What breed was the 170pounds dog?also is a presa Canario bigger than the Pitbull?


----------



## JorgeRemigio (Mar 31, 2005)

elduro said:


> What breed was the 170pounds dog?also is a presa Canario bigger than the Pitbull?
> [snapback]1196800[/snapback]​


 The breed was a Portuguese breed, the "Serra da Estrela" (big boys).

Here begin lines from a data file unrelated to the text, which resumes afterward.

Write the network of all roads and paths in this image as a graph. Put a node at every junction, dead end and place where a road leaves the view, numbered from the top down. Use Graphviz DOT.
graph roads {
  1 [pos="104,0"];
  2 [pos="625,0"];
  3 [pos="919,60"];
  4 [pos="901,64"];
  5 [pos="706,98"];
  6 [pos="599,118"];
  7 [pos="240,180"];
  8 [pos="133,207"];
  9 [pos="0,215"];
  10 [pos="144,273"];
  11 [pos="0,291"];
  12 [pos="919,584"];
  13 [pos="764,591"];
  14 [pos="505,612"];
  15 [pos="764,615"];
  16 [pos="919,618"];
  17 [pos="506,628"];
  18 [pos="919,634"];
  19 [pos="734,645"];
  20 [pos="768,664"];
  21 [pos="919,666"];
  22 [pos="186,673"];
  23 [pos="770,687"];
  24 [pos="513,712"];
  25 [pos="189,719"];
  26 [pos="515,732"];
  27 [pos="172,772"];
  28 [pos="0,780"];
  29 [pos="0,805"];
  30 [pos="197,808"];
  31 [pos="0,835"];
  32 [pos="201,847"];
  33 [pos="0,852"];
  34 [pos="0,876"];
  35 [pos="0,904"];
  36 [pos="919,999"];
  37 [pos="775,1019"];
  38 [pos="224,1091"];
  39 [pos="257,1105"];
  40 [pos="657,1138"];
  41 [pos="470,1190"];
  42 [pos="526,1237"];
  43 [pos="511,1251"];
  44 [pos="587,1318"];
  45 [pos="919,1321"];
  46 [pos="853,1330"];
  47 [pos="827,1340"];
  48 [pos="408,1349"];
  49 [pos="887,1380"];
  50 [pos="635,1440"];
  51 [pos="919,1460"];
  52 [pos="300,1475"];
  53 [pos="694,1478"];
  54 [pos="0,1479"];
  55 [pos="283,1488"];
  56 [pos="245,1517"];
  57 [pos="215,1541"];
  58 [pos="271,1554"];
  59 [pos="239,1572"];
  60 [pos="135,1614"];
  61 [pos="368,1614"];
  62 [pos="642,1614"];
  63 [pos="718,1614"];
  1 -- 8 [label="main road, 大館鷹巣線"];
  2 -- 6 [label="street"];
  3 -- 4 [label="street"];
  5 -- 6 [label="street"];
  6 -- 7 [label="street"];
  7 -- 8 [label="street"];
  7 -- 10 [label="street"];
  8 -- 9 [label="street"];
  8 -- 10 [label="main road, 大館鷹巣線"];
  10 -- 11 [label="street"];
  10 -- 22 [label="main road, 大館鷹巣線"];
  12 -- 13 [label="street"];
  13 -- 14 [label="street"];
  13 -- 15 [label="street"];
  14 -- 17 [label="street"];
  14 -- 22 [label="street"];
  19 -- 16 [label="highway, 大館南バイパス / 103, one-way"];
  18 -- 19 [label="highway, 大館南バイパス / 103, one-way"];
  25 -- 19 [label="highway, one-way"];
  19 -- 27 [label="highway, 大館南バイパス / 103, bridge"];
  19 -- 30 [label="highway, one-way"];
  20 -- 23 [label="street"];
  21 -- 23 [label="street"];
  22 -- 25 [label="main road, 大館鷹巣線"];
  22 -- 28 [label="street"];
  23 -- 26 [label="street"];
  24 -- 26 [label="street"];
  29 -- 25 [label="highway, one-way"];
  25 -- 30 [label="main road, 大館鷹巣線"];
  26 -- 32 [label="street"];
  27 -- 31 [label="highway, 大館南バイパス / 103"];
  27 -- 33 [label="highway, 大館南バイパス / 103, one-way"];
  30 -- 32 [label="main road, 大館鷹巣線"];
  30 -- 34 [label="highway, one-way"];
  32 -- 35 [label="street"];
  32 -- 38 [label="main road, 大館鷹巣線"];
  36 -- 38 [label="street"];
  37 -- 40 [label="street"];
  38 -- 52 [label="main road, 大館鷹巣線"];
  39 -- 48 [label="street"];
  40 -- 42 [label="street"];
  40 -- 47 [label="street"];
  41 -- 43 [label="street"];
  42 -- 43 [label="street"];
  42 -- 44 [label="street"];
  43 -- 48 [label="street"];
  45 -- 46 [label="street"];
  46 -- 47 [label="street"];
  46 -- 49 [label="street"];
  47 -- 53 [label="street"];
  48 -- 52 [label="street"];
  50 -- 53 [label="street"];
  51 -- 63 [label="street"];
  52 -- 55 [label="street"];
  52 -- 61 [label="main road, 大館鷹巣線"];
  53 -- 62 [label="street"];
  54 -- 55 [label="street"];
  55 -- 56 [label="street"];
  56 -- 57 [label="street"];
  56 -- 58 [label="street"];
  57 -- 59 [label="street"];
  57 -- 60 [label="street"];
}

and yes Presas are bigger than most Pit Bulls (i've seen some freaky pit bulls in the last few years...most are bandogs...but we can't tell most of times)...at least they are supose to be.


----------



## JorgeRemigio (Mar 31, 2005)

If You wish to know a bit more about the Presa Canario, have a look at:

http://students.fct.unl.pt/users/jmcr/

i did this web site...8 years ago....the 6months Loki in the last pic...is my Loki...the one above

regards


----------



## jiggy (Jun 27, 2004)

elduro said:


> also is a presa Canario bigger than the Pitbull?
> [snapback]1196800[/snapback]​


pits r small.. real game pits r only 20 to 40lbs max..


----------



## elduro (Apr 9, 2004)

JorgeRemigio said:


> If You wish to know a bit more about the Presa Canario, have a look at:
> 
> http://students.fct.unl.pt/users/jmcr/
> 
> ...


thanks for the info and the site.


----------



## Clay (Feb 28, 2003)

jiggy said:


> pits r small.. real game pits r only 20 to 40lbs max..
> [snapback]1196924[/snapback]​


That's not even remotely based on fact. Sorry


----------



## CROSSHAIR223 (Jan 17, 2005)

Great looking dog! has got a damn good personality it sound! My dog is an Anatolian Shephard and he's a protector as well. 130lbs and only a runt! no fat either. I guess they're bread to hunt wolves. I agree a 110% percent with your statement "do not believe in dangerous breeds...believe in dangerous owners"


----------



## JorgeRemigio (Mar 31, 2005)

CROSSHAIR223 said:


> Great looking dog! has got a damn good personality it sound! My dog is an Anatolian Shephard and he's a protector as well. 130lbs and only a runt! no fat either. I guess they're bread to hunt wolves. I agree a 110% percent with your statement "do not believe in dangerous breeds...believe in dangerous owners"
> 
> 
> 
> ...


Anatolian Shepard great dog!!! very very bold!! also independent in caracter!

Congrats great choise!


----------



## mbierzyc (May 10, 2005)

not sure about 20 lbs being acceptable for a pitbull.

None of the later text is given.